DATA SHOWN:
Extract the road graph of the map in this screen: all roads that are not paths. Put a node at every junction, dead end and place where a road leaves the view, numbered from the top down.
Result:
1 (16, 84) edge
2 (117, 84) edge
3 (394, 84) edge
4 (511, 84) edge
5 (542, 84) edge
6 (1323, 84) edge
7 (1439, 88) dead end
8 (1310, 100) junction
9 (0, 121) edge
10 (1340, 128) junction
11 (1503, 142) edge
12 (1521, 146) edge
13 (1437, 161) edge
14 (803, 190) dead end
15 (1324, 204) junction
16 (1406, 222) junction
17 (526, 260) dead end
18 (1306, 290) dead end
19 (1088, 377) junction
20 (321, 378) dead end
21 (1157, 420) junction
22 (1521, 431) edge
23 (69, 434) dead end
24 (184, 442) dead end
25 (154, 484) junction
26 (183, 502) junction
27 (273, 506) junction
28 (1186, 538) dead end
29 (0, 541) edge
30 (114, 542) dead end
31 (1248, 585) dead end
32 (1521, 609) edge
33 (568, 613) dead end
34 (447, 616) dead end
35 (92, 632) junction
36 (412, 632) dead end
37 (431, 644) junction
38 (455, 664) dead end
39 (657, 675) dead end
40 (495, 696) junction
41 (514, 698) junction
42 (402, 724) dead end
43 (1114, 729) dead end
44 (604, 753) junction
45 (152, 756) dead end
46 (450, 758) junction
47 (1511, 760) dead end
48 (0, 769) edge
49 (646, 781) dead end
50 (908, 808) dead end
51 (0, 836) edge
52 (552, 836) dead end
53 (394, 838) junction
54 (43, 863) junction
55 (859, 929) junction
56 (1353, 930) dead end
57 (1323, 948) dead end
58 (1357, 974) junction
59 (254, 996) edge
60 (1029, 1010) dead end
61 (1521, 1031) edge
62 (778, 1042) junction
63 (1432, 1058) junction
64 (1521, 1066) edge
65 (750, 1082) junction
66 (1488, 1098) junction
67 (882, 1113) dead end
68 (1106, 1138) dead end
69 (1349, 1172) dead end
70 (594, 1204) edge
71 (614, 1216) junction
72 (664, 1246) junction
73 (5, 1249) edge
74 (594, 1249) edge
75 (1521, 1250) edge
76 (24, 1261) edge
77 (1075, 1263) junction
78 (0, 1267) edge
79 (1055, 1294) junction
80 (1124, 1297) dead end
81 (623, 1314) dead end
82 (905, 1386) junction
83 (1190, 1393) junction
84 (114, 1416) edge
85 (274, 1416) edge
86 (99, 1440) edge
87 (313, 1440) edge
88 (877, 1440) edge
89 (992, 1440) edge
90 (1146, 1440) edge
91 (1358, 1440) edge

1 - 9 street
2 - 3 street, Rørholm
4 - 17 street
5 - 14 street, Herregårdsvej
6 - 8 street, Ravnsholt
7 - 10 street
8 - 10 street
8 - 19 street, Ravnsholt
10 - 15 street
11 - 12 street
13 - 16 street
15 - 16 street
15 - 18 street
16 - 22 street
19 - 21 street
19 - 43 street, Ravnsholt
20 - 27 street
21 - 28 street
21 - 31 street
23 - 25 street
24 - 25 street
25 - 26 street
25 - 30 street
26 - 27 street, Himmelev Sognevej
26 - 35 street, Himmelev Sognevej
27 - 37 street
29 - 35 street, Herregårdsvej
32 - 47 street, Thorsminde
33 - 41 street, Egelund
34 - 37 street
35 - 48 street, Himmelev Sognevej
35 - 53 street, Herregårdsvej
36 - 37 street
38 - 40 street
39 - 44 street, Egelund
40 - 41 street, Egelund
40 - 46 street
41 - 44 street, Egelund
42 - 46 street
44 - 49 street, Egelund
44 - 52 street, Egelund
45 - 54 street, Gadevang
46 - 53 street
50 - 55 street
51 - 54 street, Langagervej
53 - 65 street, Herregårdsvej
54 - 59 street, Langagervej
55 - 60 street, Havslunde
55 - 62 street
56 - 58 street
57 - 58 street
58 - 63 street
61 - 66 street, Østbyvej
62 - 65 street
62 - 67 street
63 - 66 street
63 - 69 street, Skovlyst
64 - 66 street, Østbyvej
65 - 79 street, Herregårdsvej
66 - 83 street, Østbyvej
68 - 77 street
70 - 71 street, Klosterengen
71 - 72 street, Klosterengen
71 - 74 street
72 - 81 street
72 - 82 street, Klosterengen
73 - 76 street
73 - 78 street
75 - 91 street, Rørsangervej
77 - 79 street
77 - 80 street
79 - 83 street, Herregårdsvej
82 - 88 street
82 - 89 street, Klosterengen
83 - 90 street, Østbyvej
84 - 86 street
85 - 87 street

...

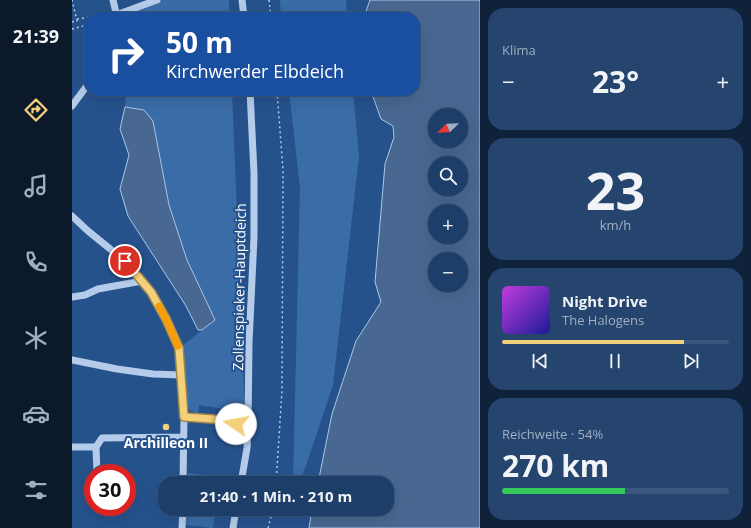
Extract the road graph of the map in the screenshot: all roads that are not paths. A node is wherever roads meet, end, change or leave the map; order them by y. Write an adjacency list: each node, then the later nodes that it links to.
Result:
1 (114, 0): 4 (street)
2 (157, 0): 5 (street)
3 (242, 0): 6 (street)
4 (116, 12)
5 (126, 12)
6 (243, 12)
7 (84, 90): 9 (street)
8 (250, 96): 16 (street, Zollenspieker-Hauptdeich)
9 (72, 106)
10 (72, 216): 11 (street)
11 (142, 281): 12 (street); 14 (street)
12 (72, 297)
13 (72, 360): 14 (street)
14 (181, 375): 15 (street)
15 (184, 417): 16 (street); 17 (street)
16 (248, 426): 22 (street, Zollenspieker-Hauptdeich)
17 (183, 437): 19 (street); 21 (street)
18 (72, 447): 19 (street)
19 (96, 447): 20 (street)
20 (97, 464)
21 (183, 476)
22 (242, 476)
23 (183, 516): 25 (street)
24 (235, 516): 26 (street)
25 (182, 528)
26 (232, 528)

---

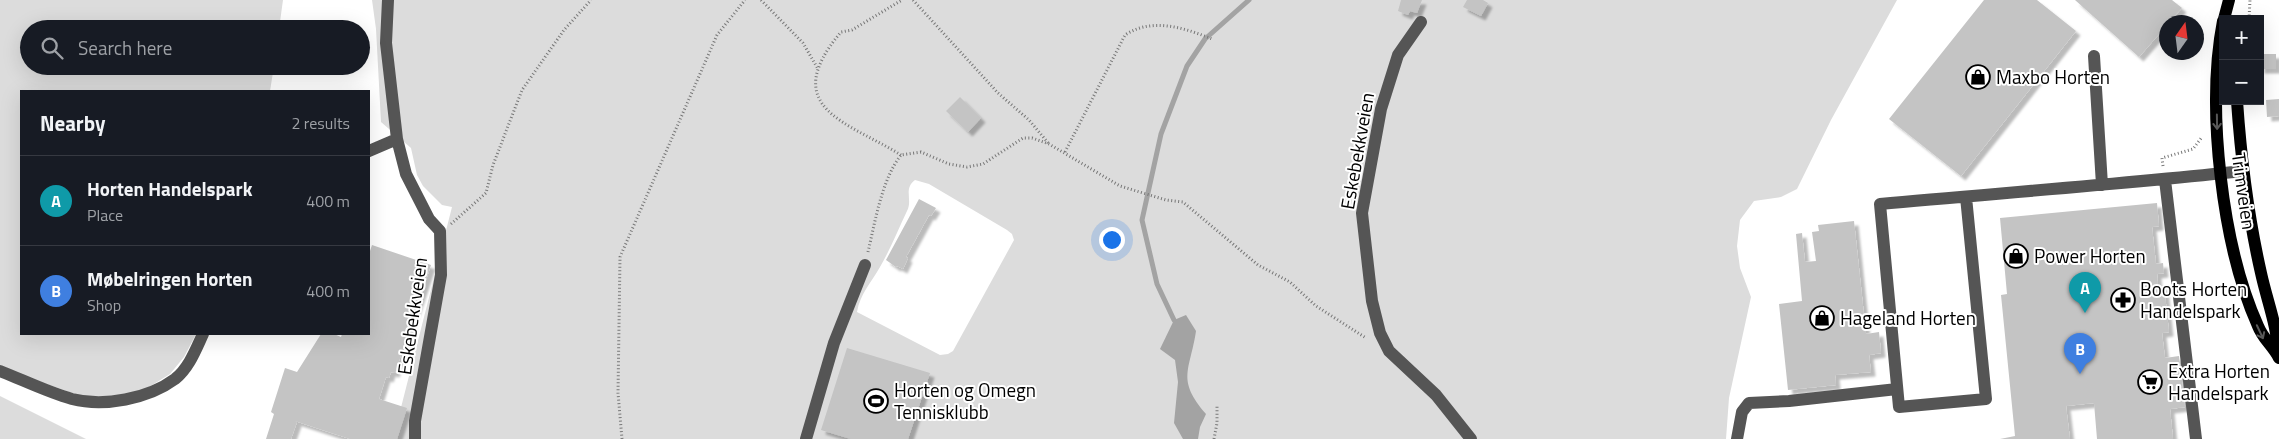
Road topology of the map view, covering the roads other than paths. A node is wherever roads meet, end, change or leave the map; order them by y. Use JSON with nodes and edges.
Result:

EXERCISE DETAILS:
Every line in the records above with the string "Extract" in it should be shown.

PROBLEM SOLUTION:
Extract the road graph of the map in this screen: all roads that are not paths. Put a node at every junction, dead end and place where a road leaves the view, numbered from the top down.
Extract the road graph of the map in the screenshot: all roads that are not paths. A node is wherever roads meet, end, change or leave the map; order them by y. Write an adjacency list: each node, then the later nodes that it links to.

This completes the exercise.